*Problem details*. Return all of the lines below exactly as they are.

*Material shown*.
***

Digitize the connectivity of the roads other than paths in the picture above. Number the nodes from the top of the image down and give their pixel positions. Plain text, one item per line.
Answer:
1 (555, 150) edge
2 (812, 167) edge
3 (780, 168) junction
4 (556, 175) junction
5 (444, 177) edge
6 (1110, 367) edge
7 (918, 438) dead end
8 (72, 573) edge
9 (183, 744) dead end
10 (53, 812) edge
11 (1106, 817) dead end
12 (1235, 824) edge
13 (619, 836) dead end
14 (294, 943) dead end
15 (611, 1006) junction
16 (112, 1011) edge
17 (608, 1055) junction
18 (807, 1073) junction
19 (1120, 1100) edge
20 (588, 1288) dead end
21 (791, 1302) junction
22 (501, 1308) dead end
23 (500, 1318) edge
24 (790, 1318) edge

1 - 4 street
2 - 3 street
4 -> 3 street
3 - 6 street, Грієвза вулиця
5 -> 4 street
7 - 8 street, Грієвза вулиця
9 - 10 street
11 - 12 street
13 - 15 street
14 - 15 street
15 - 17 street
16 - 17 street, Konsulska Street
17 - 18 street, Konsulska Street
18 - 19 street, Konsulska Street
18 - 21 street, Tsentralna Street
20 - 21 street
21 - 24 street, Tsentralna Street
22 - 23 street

***

*Exercise result*.
Digitize the connectivity of the roads other than paths in the picture above. Number the nodes from the top of the image down and give their pixel positions. Plain text, one item per line.
Answer:
1 (555, 150) edge
2 (812, 167) edge
3 (780, 168) junction
4 (556, 175) junction
5 (444, 177) edge
6 (1110, 367) edge
7 (918, 438) dead end
8 (72, 573) edge
9 (183, 744) dead end
10 (53, 812) edge
11 (1106, 817) dead end
12 (1235, 824) edge
13 (619, 836) dead end
14 (294, 943) dead end
15 (611, 1006) junction
16 (112, 1011) edge
17 (608, 1055) junction
18 (807, 1073) junction
19 (1120, 1100) edge
20 (588, 1288) dead end
21 (791, 1302) junction
22 (501, 1308) dead end
23 (500, 1318) edge
24 (790, 1318) edge

1 - 4 street
2 - 3 street
4 -> 3 street
3 - 6 street, Грієвза вулиця
5 -> 4 street
7 - 8 street, Грієвза вулиця
9 - 10 street
11 - 12 street
13 - 15 street
14 - 15 street
15 - 17 street
16 - 17 street, Konsulska Street
17 - 18 street, Konsulska Street
18 - 19 street, Konsulska Street
18 - 21 street, Tsentralna Street
20 - 21 street
21 - 24 street, Tsentralna Street
22 - 23 street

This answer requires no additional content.